Using FSA or HSA Funds at Eden

Some women choose to use FSA or HSA funds for fitness-related services at Eden when exercise is part of a provider-recommended plan.

What may be eligible

Under IRS guidelines, certain fitness expenses may qualify for FSA or HSA reimbursement when supported by a Letter of Medical Necessity (LMN) from a licensed healthcare provider.

At Eden, this can include:

  • Personal training

  • Small-group training (when supervised exercise is specified)

  • A gym membership (in cases where regular access to a private gym is deemed medically necessary)

Eligibility depends on your individual health situation and your specific plan. Eden does not determine eligibility or provide medical advice.


What is a Letter of Medical Necessity?

A Letter of Medical Necessity (LMN) is a document from a licensed healthcare provider stating that exercise is recommended to help treat, manage, or prevent a diagnosed medical condition.

Common reasons providers may recommend structured exercise include:

  • Back or joint pain

  • Metabolic or cardiovascular risk factors

  • PCOS or hormonal changes

  • Stress, anxiety, or sleep-related concerns

  • Strength, mobility, or postural needs

Your provider determines whether an LMN is appropriate.


What a Letter of Medical Necessity typically includes

If you choose to obtain a letter from your personal healthcare provider, your Letter of Medical Necessity typically includes:

  • A diagnosed medical condition

  • A statement that structured exercise is medically recommended

  • The recommended duration of care

  • The provider’s signature and credentials

Your provider or plan administrator can confirm what’s required for your specific plan.


How the process works

Eden stays outside the medical and reimbursement process. Here’s the general flow most clients follow:

  1. Obtain a Letter of Medical Necessity
    You may use your own healthcare provider or a third-party service such as TruMed that offers medical reviews and compliant documentation.

  2. Purchase services at Eden as usual
    Sessions and memberships are paid for normally.
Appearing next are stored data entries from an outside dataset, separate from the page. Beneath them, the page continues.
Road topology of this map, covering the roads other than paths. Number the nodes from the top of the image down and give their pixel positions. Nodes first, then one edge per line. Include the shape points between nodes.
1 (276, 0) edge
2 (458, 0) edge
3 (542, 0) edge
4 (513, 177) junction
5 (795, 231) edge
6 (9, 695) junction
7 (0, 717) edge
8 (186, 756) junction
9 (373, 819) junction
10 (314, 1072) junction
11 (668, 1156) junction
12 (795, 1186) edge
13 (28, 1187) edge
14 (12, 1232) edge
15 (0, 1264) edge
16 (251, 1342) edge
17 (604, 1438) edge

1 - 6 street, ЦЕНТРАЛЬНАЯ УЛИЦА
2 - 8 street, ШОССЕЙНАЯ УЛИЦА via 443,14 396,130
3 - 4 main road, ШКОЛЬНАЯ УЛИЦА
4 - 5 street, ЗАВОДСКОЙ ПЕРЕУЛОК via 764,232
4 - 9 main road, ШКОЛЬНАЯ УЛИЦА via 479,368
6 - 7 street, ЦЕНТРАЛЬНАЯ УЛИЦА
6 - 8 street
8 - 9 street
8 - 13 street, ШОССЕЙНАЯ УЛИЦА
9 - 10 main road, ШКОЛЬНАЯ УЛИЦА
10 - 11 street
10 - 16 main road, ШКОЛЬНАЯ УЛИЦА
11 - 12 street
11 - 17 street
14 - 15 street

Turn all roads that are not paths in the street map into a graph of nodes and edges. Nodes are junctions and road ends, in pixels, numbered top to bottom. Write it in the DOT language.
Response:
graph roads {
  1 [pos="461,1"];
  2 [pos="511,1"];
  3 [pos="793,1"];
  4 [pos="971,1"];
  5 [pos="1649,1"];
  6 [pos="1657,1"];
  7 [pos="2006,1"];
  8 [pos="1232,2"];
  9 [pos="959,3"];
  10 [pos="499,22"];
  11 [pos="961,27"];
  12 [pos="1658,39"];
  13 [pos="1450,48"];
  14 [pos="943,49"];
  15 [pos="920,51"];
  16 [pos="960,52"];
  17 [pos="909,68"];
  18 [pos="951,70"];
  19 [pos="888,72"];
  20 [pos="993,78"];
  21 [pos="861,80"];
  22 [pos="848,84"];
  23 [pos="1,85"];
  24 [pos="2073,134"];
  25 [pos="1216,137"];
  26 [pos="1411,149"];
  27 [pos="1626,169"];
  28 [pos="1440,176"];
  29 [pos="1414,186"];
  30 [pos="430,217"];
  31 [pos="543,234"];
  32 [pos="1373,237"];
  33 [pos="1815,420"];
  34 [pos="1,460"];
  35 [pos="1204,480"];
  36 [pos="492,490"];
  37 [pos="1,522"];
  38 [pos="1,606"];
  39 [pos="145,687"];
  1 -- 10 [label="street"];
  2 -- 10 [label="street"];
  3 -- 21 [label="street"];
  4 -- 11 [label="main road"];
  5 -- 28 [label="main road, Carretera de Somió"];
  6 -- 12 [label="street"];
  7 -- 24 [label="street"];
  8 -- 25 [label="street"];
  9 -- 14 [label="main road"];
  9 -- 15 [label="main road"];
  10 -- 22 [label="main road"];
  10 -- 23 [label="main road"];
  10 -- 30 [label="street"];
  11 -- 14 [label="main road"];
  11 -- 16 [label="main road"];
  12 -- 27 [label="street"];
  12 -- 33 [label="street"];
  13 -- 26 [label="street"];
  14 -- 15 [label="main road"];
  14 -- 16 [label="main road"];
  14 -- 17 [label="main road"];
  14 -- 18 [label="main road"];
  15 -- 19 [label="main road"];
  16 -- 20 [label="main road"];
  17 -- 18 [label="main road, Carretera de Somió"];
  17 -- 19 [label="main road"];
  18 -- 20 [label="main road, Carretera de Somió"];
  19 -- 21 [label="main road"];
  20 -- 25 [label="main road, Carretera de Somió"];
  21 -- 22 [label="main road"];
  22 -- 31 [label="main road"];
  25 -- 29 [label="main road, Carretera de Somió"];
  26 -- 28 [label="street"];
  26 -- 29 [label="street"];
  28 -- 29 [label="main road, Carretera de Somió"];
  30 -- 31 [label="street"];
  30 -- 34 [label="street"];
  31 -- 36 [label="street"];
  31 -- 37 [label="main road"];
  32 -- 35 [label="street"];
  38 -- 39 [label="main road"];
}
Eden does not accept insurance or process benefits directly.

  3. Submit for reimbursement
    You submit your receipt and LMN to your FSA or HSA administrator according to your plan’s instructions.

Reimbursement timelines and approvals vary by provider and plan.


Important notes

Eden does not guarantee eligibility or reimbursement

  • Eden does not provide medical guidance or documentation

  • Approval decisions are made solely by your healthcare provider and your FSA/HSA administrator

  • We recommend confirming details with your plan administrator before submitting a claim

This approach keeps the process clean, compliant, and respectful of your time.


A quick year-end reminder

Many FSA plans are “use it or lose it.”

If you have remaining funds and exercise is part of your provider’s care plan, this may be a practical way to use your benefits before they expire.


Questions?

If you’re unsure which Eden services may support your goals, our team is happy to help you choose the right option.

For questions about eligibility, documentation, or reimbursement, your healthcare provider or plan administrator is the best resource.